▶ WHAT YOU ARE ASKED TO DO
Word for word, repeat the records, leaving every picture behind.

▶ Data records

=== Section Start ===

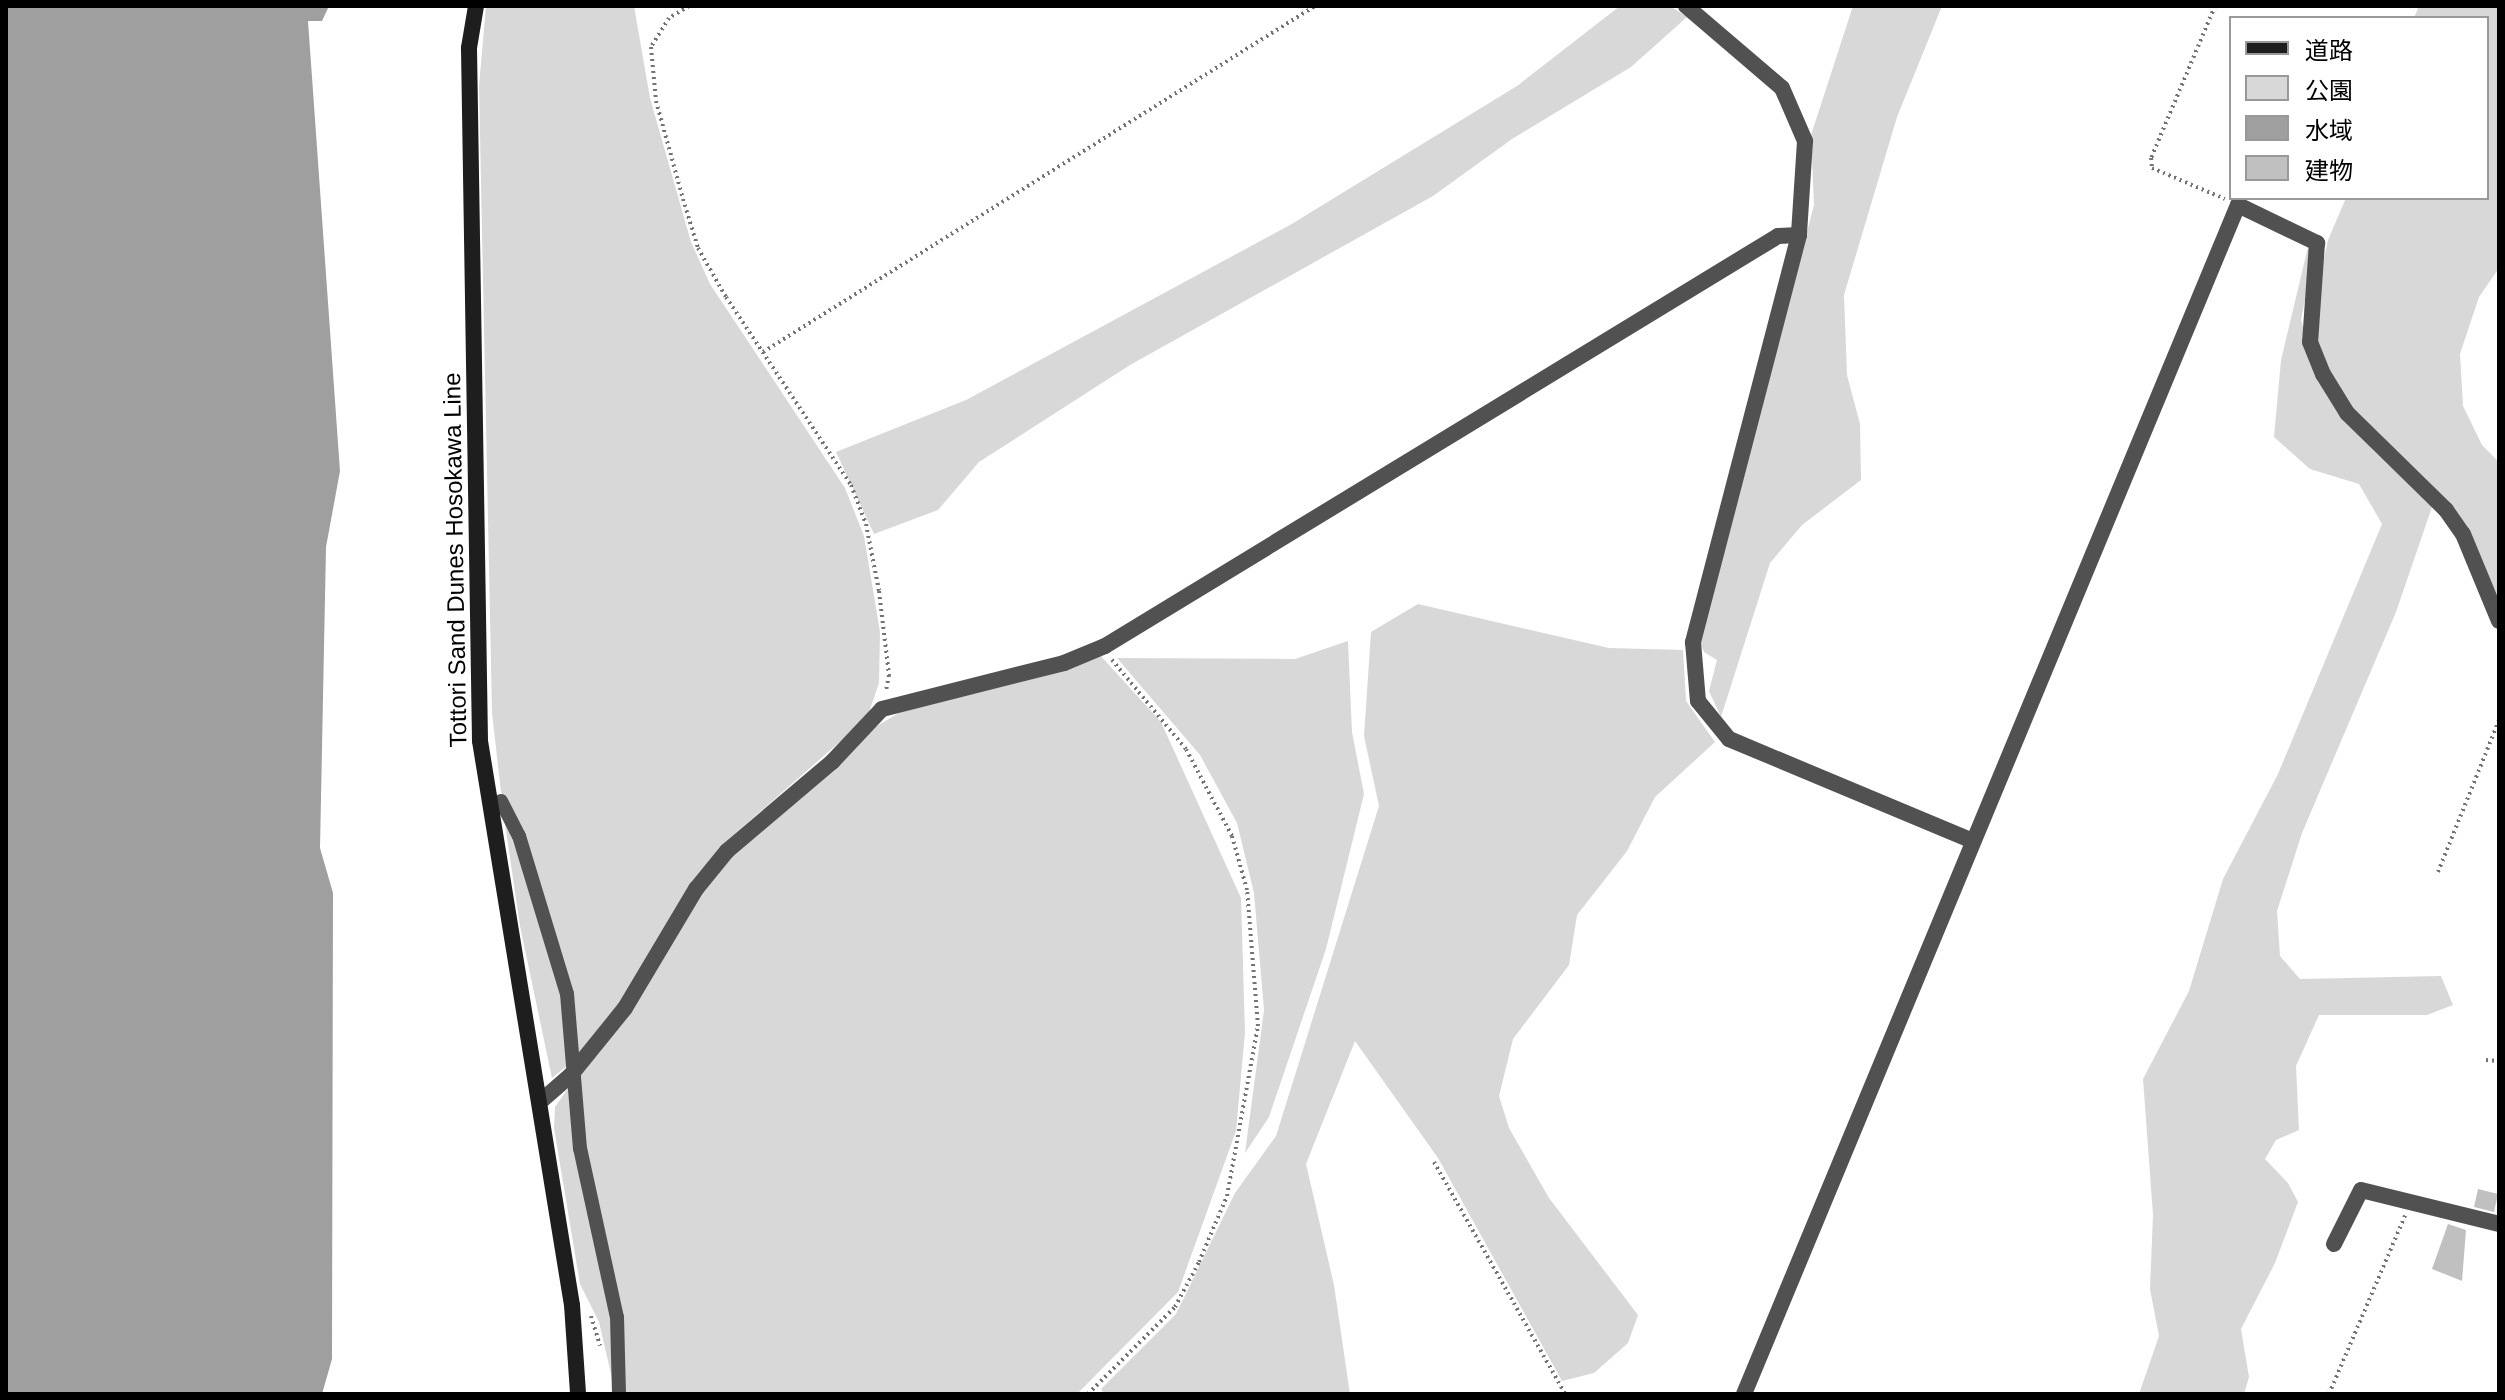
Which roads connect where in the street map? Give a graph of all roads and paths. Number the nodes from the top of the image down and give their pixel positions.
1 (476, 6) edge
2 (689, 6) edge
3 (1315, 6) edge
4 (1686, 6) edge
5 (2215, 6) edge
6 (2238, 205) junction
7 (1799, 235) junction
8 (763, 352) junction
9 (2499, 621) edge
10 (1105, 646) junction
11 (882, 709) junction
12 (2499, 720) edge
13 (501, 801) dead end
14 (1973, 841) junction
15 (2438, 872) dead end
16 (2486, 1060) dead end
17 (2499, 1061) edge
18 (570, 1076) junction
19 (541, 1101) junction
20 (1434, 1162) dead end
21 (2412, 1201) junction
22 (2499, 1224) edge
23 (2334, 1244) dead end
24 (572, 1298) junction
25 (600, 1348) dead end
26 (578, 1394) edge
27 (619, 1394) edge
28 (1088, 1394) edge
29 (1565, 1394) edge
30 (1744, 1394) edge
31 (2329, 1394) edge

1 - 19 main road, Tottori Sand Dunes Hosokawa Line
2 - 8 path
3 - 8 path
4 - 7 street
5 - 6 path
6 - 9 street
6 - 14 street
7 - 10 street
7 - 14 street
8 - 11 path
10 - 11 street
10 - 28 path
11 - 18 street
12 - 15 path
13 - 18 street
14 - 30 street
16 - 17 path
18 - 19 street
18 - 27 street
19 - 24 main road, Tottori Sand Dunes Hosokawa Line
20 - 29 path
21 - 22 street
21 - 23 street
21 - 31 path
24 - 25 path
24 - 26 main road, Tottori Sand Dunes Hosokawa Line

=== Section End ===

▶ REPLY TO THE EXERCISE
Which roads connect where in the street map? Give a graph of all roads and paths. Number the nodes from the top of the image down and give their pixel positions.
1 (476, 6) edge
2 (689, 6) edge
3 (1315, 6) edge
4 (1686, 6) edge
5 (2215, 6) edge
6 (2238, 205) junction
7 (1799, 235) junction
8 (763, 352) junction
9 (2499, 621) edge
10 (1105, 646) junction
11 (882, 709) junction
12 (2499, 720) edge
13 (501, 801) dead end
14 (1973, 841) junction
15 (2438, 872) dead end
16 (2486, 1060) dead end
17 (2499, 1061) edge
18 (570, 1076) junction
19 (541, 1101) junction
20 (1434, 1162) dead end
21 (2412, 1201) junction
22 (2499, 1224) edge
23 (2334, 1244) dead end
24 (572, 1298) junction
25 (600, 1348) dead end
26 (578, 1394) edge
27 (619, 1394) edge
28 (1088, 1394) edge
29 (1565, 1394) edge
30 (1744, 1394) edge
31 (2329, 1394) edge

1 - 19 main road, Tottori Sand Dunes Hosokawa Line
2 - 8 path
3 - 8 path
4 - 7 street
5 - 6 path
6 - 9 street
6 - 14 street
7 - 10 street
7 - 14 street
8 - 11 path
10 - 11 street
10 - 28 path
11 - 18 street
12 - 15 path
13 - 18 street
14 - 30 street
16 - 17 path
18 - 19 street
18 - 27 street
19 - 24 main road, Tottori Sand Dunes Hosokawa Line
20 - 29 path
21 - 22 street
21 - 23 street
21 - 31 path
24 - 25 path
24 - 26 main road, Tottori Sand Dunes Hosokawa Line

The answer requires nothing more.